##### RECORDS SUPPLIED #####

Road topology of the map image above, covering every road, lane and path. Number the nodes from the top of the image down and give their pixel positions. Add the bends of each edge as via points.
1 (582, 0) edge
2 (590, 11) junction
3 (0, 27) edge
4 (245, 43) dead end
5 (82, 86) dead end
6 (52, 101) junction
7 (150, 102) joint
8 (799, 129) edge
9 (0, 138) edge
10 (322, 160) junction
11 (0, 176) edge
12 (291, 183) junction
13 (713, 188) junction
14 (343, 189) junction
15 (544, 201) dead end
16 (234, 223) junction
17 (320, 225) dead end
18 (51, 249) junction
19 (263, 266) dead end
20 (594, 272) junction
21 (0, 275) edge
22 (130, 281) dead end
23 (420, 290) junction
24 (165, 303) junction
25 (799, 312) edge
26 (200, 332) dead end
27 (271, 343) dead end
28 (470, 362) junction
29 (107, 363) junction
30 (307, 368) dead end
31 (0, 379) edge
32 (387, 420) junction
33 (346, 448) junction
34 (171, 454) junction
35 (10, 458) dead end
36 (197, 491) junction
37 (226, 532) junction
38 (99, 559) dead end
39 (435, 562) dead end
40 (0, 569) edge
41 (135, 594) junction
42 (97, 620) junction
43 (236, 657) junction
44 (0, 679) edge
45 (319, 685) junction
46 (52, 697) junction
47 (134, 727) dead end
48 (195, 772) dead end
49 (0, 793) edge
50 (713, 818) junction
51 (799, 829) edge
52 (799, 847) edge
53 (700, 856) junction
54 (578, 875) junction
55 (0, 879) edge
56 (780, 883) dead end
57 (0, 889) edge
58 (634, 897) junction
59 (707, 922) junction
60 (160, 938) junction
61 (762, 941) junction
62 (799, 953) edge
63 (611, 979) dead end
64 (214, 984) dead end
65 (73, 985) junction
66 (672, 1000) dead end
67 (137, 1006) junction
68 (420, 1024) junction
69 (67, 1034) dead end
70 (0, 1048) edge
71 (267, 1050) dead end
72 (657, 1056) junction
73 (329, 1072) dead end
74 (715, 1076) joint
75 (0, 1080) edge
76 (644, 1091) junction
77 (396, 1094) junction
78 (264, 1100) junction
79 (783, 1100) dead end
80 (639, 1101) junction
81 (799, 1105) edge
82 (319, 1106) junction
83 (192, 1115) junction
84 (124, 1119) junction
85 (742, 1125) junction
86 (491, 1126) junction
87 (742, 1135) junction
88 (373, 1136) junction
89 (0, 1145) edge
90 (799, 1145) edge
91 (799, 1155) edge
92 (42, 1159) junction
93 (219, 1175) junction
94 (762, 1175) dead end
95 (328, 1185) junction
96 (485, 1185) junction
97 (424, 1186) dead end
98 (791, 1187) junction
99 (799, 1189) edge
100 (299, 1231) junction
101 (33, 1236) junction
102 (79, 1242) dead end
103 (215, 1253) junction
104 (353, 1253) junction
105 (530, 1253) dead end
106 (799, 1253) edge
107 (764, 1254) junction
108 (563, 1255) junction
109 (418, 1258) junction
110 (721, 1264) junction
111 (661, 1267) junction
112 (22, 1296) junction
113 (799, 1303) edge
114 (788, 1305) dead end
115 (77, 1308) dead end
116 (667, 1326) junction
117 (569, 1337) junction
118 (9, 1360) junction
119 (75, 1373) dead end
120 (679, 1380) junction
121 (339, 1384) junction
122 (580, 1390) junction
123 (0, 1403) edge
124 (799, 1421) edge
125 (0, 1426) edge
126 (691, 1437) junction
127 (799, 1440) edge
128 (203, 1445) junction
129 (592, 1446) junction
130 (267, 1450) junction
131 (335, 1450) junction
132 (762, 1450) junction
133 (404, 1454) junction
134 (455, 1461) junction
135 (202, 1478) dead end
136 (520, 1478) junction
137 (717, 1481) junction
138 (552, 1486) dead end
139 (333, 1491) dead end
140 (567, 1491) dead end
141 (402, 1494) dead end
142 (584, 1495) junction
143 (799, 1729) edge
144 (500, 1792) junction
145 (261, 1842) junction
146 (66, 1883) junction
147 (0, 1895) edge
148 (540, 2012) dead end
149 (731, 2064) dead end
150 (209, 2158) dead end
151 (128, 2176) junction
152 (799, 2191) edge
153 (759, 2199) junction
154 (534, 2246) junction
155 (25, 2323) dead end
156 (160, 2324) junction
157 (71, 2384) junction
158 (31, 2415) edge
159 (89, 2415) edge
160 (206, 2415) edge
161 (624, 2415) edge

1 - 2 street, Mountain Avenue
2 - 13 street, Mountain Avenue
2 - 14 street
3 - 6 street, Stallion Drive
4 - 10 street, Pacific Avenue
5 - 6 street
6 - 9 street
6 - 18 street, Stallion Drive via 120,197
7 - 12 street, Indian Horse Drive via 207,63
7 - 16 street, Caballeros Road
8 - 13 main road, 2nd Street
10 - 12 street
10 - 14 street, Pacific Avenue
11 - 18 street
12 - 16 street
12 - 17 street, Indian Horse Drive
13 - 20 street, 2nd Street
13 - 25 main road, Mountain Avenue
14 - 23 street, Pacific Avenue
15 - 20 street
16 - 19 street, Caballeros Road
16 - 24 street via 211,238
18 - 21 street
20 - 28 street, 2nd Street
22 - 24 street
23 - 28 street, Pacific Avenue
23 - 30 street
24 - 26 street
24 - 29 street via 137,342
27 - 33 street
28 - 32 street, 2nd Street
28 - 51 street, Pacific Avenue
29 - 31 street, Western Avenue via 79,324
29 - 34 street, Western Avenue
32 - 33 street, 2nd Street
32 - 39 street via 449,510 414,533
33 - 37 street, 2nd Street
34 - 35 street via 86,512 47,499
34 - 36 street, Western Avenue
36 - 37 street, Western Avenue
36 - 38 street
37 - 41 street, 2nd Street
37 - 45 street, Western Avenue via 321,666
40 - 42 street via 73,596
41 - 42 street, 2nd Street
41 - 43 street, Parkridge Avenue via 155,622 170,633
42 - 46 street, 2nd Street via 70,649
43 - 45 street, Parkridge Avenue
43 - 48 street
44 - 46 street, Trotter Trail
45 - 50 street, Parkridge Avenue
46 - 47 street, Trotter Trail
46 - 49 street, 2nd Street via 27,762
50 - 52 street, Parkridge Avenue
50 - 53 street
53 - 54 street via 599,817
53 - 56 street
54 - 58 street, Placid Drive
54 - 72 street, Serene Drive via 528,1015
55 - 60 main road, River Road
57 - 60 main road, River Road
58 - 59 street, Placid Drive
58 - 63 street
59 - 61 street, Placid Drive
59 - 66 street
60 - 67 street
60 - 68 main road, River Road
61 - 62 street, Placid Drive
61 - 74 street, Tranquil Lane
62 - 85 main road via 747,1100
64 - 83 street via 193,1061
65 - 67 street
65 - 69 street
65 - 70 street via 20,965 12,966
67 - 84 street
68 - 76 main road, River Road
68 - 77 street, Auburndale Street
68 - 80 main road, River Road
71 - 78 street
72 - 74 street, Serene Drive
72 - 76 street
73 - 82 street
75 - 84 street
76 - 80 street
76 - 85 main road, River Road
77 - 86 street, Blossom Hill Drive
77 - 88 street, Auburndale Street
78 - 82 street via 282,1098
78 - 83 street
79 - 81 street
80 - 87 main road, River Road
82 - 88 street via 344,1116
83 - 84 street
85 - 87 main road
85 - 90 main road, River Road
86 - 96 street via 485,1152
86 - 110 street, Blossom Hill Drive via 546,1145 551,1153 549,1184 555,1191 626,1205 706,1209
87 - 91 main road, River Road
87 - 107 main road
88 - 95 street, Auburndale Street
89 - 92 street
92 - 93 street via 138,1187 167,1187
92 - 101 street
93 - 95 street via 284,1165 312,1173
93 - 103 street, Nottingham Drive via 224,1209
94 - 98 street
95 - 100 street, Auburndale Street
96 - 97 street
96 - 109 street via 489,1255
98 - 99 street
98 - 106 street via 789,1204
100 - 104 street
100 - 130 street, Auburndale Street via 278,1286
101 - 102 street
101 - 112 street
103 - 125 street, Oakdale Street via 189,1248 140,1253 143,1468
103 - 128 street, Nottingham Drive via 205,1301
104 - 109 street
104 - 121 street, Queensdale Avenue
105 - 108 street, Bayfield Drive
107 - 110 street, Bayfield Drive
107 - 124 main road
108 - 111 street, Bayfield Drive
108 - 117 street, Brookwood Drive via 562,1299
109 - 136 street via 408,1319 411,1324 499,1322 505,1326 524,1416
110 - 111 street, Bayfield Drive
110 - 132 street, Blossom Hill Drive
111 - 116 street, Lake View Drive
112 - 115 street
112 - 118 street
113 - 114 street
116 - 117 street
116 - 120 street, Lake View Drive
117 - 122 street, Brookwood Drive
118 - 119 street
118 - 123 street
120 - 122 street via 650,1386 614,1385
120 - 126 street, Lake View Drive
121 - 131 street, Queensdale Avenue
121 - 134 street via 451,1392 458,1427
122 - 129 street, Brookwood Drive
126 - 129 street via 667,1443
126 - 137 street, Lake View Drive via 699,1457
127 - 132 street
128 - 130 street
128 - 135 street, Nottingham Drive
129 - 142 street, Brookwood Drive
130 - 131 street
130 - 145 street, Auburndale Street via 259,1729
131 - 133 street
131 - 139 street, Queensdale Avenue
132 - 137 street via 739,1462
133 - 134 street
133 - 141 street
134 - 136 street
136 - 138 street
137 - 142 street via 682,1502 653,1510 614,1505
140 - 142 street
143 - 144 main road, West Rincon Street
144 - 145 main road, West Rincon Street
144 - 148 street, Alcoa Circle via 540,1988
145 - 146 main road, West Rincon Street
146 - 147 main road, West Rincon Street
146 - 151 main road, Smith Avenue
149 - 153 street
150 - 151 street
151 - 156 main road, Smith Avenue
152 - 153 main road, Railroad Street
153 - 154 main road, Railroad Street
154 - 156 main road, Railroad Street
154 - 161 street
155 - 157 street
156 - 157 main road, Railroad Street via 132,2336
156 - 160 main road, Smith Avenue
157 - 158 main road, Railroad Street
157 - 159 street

#####

TASK DESCRIPTION ::
Note every line of the records that holds the word "Western", and copy it.

EXERCISE RESPONSE ::
29 - 31 street, Western Avenue via 79,324
29 - 34 street, Western Avenue
34 - 36 street, Western Avenue
36 - 37 street, Western Avenue
37 - 45 street, Western Avenue via 321,666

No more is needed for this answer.